Copy, from the entries below, each line in which the string "every" appears.

*** Opening Material provided ***

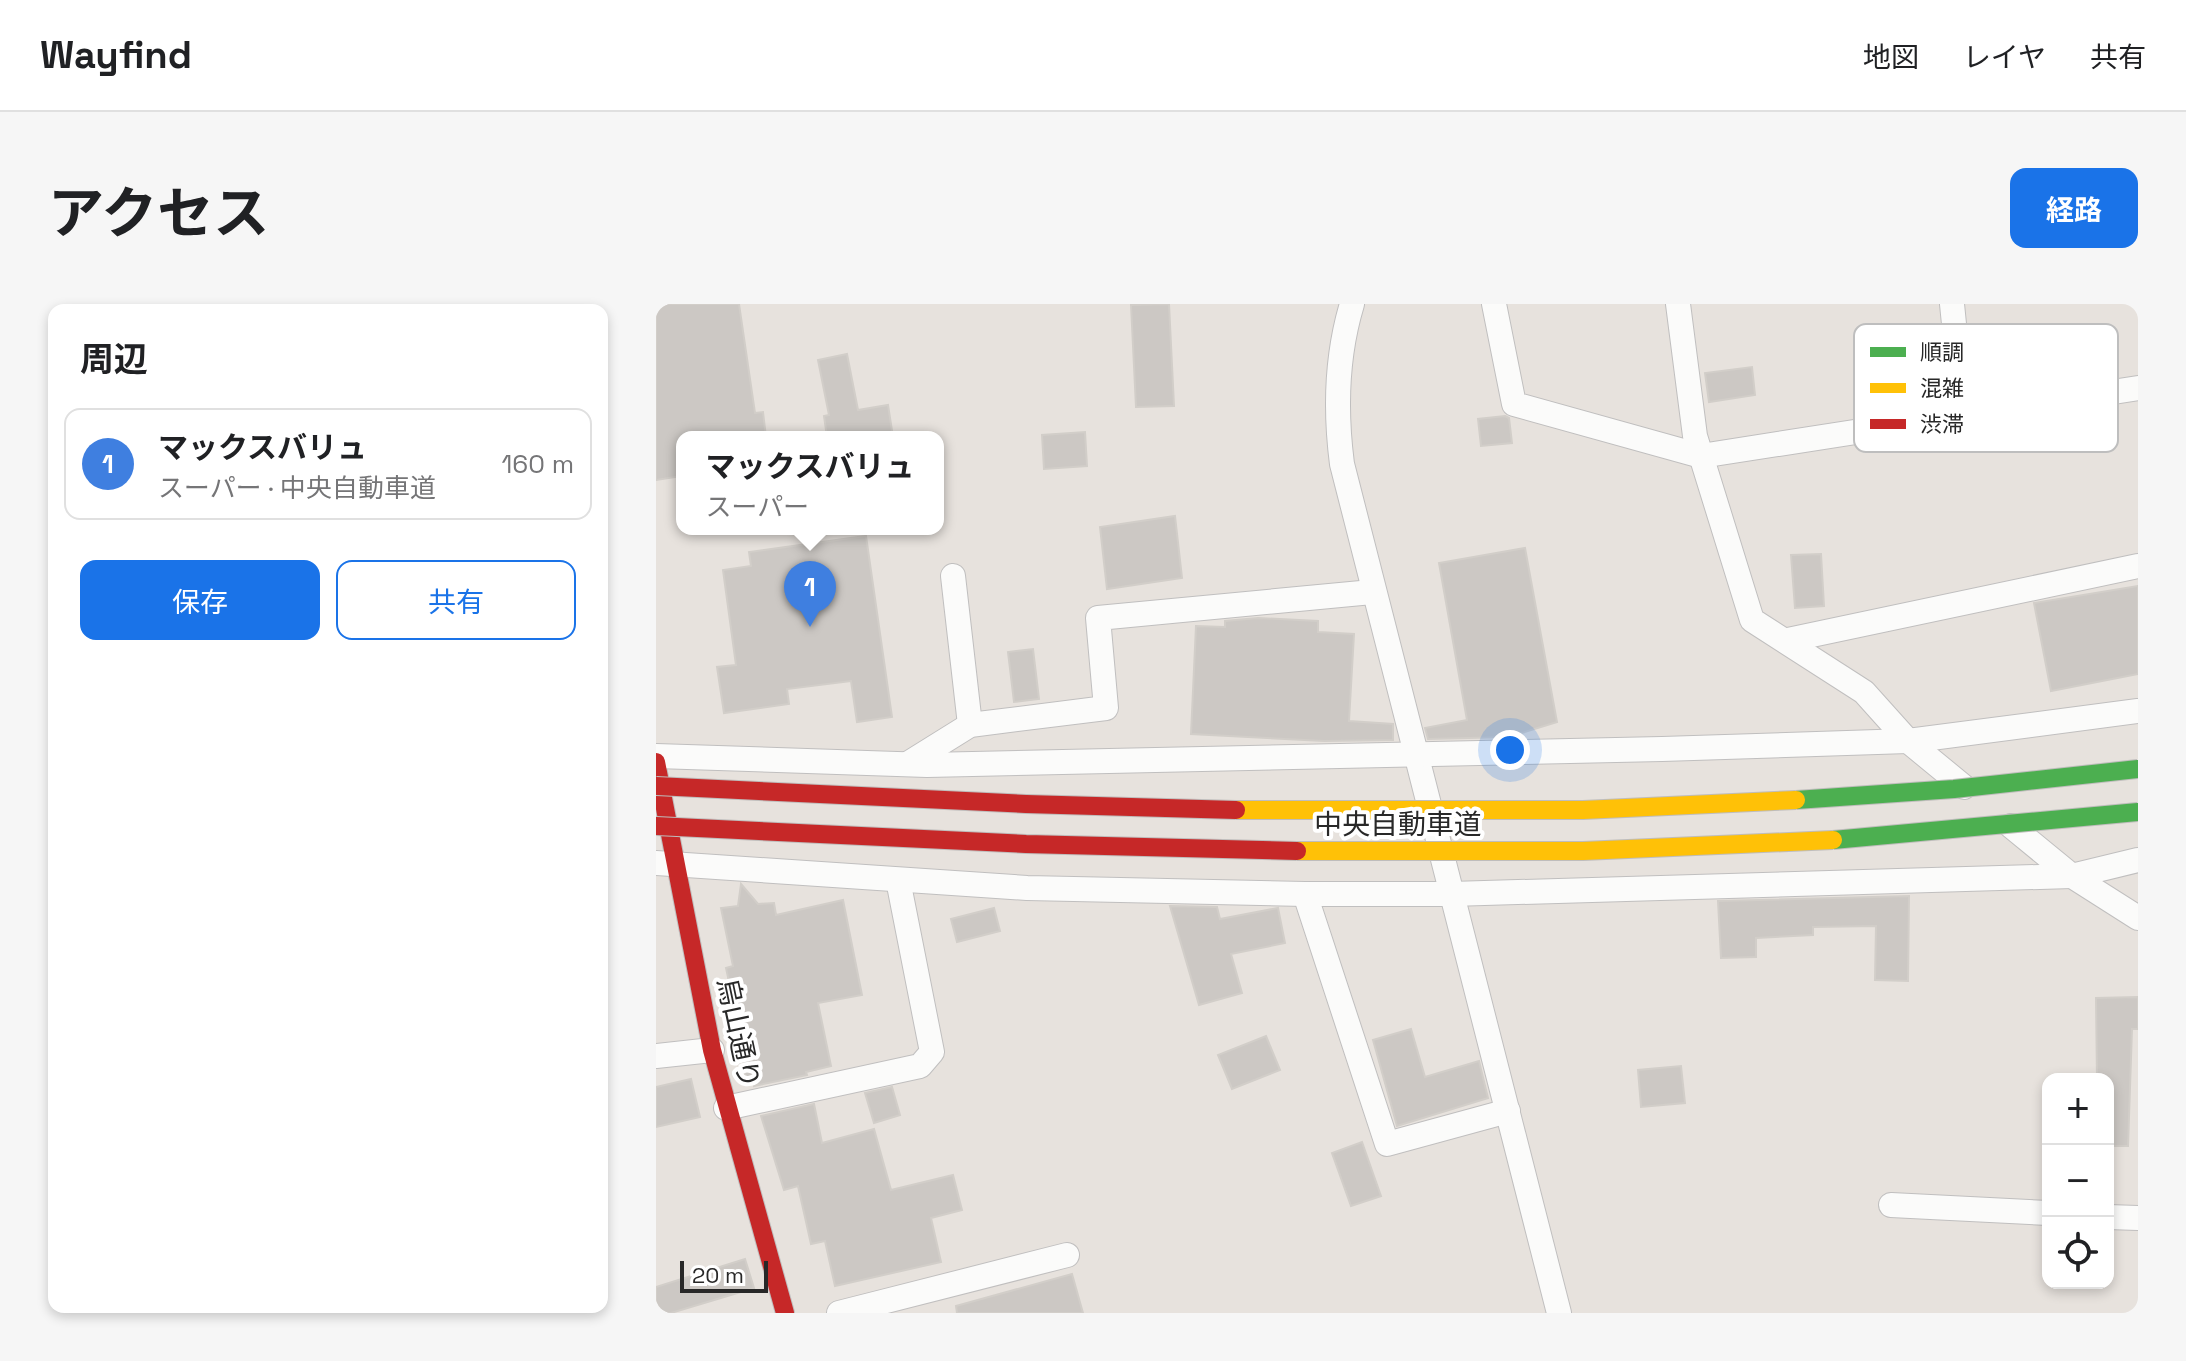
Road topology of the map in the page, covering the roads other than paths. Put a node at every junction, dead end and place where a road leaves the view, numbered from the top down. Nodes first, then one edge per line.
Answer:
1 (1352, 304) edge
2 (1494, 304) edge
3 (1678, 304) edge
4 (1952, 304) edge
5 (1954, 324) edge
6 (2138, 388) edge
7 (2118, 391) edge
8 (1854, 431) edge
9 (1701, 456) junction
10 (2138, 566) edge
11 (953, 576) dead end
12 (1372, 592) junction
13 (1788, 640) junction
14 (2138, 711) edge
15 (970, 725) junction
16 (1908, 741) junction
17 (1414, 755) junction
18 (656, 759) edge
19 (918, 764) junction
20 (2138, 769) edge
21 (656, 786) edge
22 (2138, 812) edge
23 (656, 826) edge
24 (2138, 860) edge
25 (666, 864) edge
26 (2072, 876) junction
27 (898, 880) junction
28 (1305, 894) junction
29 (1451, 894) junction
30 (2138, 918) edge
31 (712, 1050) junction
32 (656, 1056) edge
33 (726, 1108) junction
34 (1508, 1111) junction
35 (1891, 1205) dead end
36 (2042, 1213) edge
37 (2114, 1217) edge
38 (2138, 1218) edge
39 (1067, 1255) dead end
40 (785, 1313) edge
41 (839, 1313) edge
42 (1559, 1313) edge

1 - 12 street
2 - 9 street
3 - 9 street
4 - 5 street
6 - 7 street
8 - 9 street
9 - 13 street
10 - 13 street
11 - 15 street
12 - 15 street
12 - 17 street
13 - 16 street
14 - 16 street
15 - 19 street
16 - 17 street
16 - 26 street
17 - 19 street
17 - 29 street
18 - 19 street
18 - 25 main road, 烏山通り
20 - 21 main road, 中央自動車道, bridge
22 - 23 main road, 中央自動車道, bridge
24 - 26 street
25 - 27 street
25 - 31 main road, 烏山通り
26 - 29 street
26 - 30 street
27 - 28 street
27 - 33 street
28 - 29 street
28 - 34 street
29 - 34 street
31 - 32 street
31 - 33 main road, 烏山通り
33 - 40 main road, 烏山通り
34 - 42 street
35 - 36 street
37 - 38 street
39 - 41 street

*** Closing Material provided ***
*** Opening Material provided ***

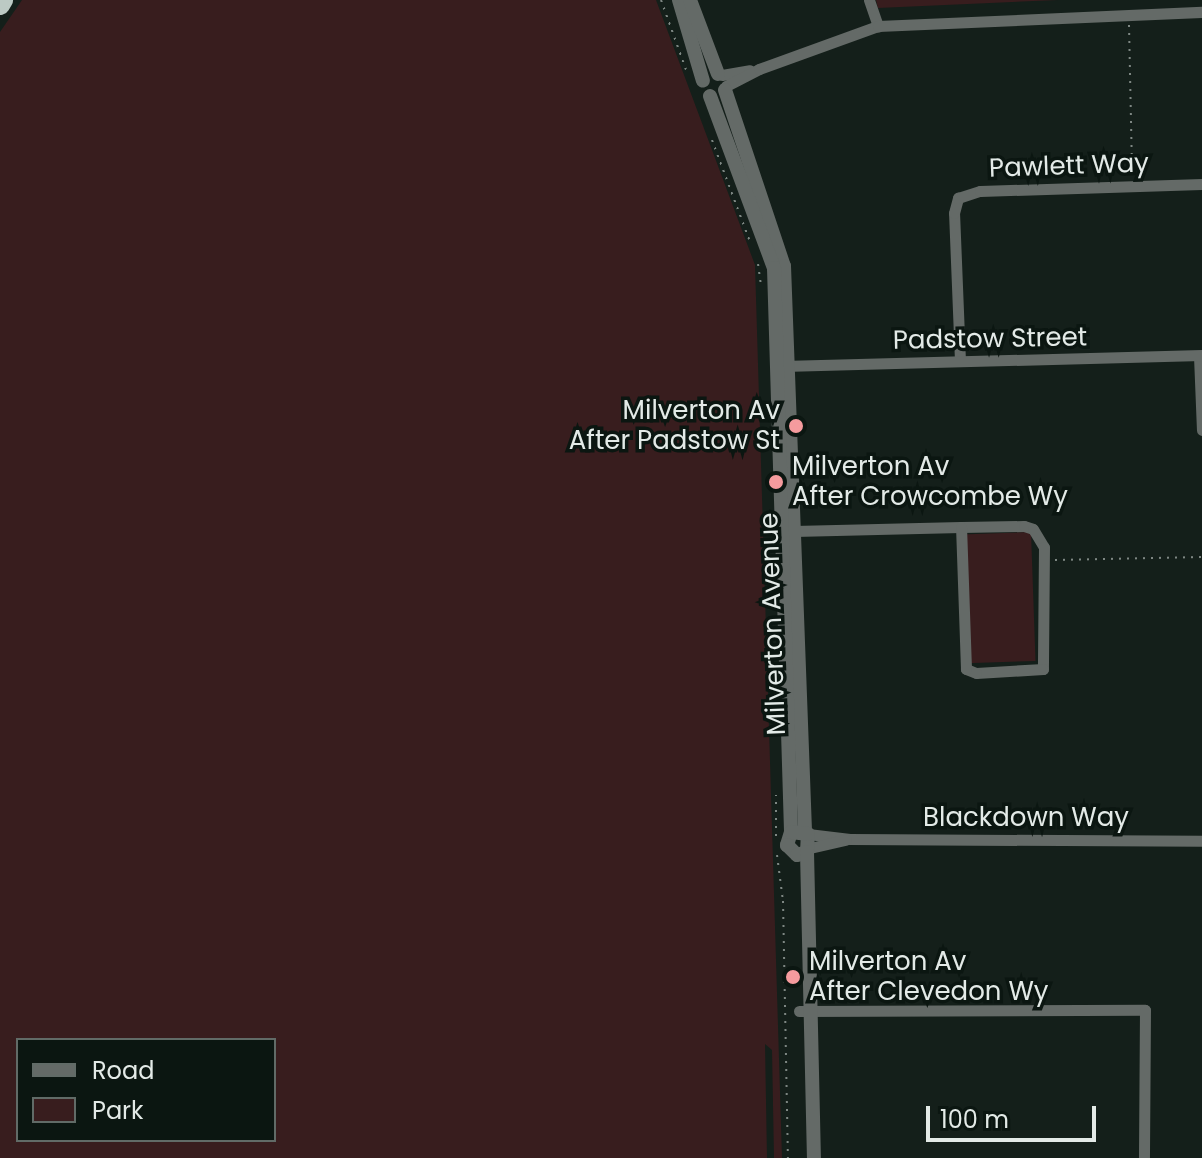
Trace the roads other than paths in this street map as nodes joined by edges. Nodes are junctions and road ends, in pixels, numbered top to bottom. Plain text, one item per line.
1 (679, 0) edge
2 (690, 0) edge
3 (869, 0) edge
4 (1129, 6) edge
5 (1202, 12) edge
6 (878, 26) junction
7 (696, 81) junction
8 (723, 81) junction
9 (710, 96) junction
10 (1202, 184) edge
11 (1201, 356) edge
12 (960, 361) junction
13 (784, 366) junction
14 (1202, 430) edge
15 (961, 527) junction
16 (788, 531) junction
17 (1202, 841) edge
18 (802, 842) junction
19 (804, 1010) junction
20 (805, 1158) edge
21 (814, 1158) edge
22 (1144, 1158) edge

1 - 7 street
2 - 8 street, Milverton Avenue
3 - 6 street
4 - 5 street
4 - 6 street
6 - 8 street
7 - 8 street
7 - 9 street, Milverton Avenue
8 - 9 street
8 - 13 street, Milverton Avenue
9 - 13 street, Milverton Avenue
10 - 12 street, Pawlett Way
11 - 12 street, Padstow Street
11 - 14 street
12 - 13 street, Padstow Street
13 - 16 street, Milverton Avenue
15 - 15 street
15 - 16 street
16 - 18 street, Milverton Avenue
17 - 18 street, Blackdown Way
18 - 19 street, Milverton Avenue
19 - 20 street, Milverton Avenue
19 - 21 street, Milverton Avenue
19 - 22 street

*** Closing Material provided ***
*** Opening Material provided ***

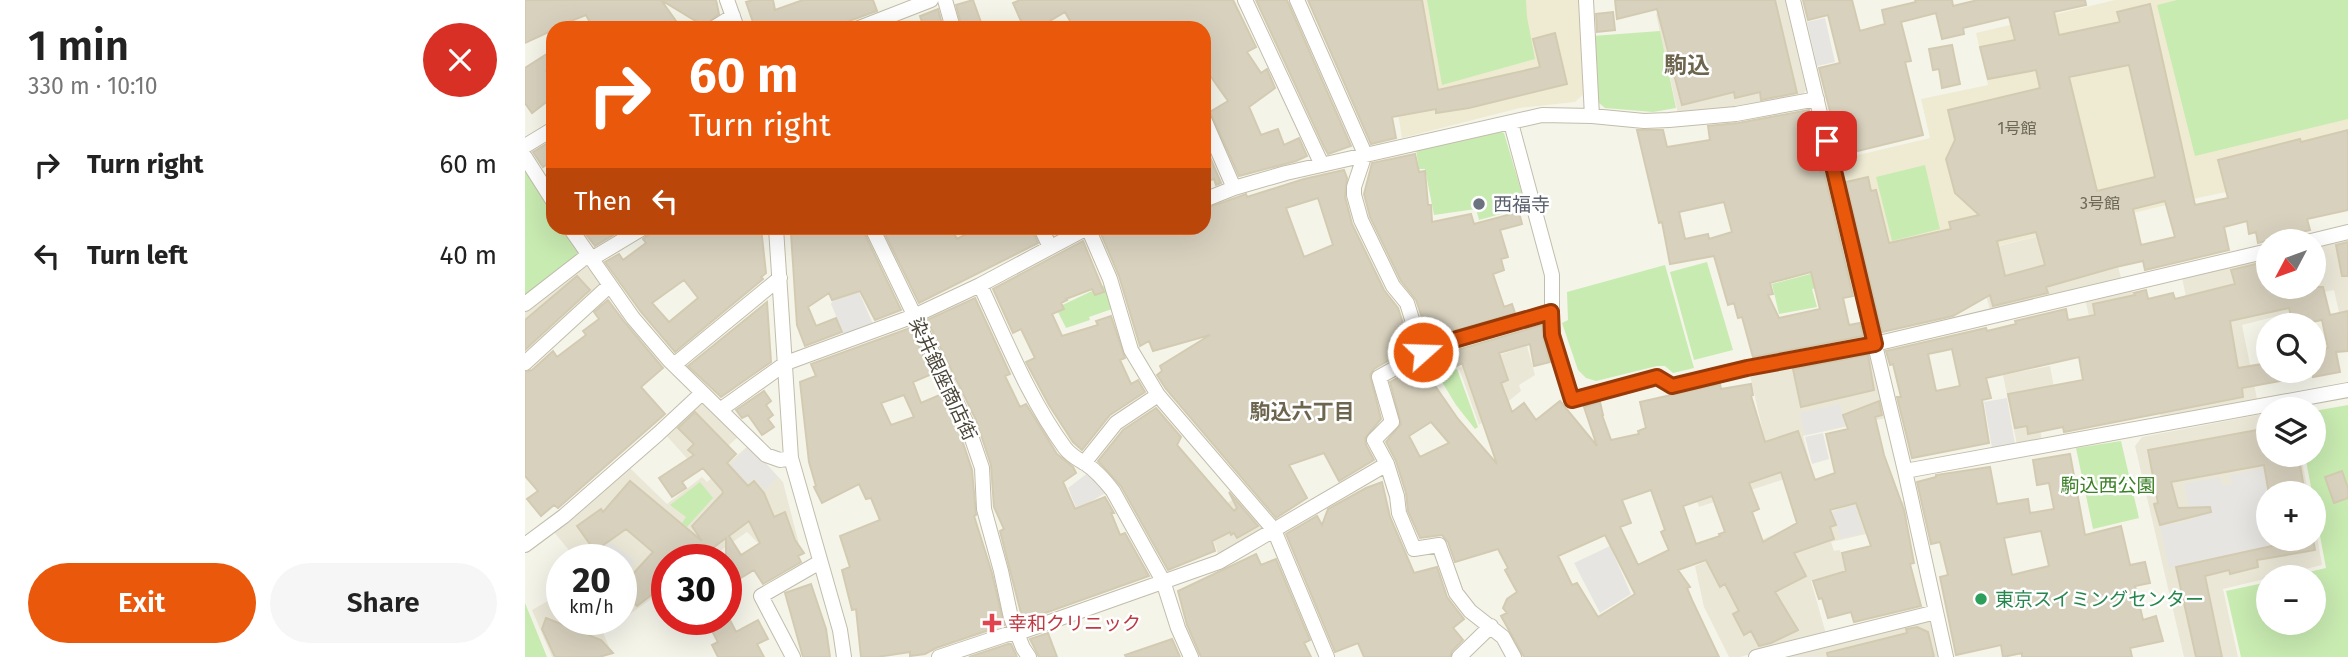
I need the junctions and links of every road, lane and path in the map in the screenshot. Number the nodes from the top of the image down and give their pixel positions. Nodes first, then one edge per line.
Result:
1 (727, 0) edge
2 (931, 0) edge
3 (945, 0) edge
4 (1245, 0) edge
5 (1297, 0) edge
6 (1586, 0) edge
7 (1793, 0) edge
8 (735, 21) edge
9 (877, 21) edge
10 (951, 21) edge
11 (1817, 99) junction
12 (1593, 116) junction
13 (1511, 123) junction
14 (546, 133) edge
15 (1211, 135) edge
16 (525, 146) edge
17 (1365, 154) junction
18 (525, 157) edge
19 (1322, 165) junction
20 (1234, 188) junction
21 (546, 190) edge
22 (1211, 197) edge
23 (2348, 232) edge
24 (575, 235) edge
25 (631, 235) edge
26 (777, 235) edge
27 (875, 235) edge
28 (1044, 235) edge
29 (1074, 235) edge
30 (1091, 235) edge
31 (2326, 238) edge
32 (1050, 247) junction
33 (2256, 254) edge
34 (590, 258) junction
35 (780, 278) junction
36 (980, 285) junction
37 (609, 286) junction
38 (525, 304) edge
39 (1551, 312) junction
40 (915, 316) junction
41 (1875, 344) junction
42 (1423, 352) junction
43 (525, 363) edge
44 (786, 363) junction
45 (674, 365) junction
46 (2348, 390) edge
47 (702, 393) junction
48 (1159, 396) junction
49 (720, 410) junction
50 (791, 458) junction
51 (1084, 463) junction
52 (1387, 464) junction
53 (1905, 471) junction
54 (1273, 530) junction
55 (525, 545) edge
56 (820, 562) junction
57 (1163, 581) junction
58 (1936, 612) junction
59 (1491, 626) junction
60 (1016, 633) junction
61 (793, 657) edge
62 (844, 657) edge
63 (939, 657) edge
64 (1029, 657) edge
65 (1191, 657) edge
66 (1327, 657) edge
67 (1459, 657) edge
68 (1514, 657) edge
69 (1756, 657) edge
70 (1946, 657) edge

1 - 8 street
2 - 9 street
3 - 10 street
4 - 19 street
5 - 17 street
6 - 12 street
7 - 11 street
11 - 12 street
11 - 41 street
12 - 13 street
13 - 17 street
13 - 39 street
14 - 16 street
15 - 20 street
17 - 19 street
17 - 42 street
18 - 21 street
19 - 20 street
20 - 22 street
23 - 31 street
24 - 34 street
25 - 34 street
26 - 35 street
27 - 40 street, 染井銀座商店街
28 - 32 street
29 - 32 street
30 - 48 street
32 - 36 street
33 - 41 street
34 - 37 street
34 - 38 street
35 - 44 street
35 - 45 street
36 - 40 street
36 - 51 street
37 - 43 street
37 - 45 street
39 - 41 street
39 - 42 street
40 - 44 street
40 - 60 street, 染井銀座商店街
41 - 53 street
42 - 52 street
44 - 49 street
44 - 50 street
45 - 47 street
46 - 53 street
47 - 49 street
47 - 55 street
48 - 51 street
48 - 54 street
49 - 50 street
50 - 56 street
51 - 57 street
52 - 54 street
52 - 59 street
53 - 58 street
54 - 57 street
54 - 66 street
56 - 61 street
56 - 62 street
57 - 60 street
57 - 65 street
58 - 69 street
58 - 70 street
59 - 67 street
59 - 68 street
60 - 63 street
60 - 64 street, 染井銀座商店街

*** Closing Material provided ***

» **Output below**
Road topology of the map in the page, covering the roads other than paths. Put a node at every junction, dead end and place where a road leaves the view, numbered from the top down. Nodes first, then one edge per line.
I need the junctions and links of every road, lane and path in the map in the screenshot. Number the nodes from the top of the image down and give their pixel positions. Nodes first, then one edge per line.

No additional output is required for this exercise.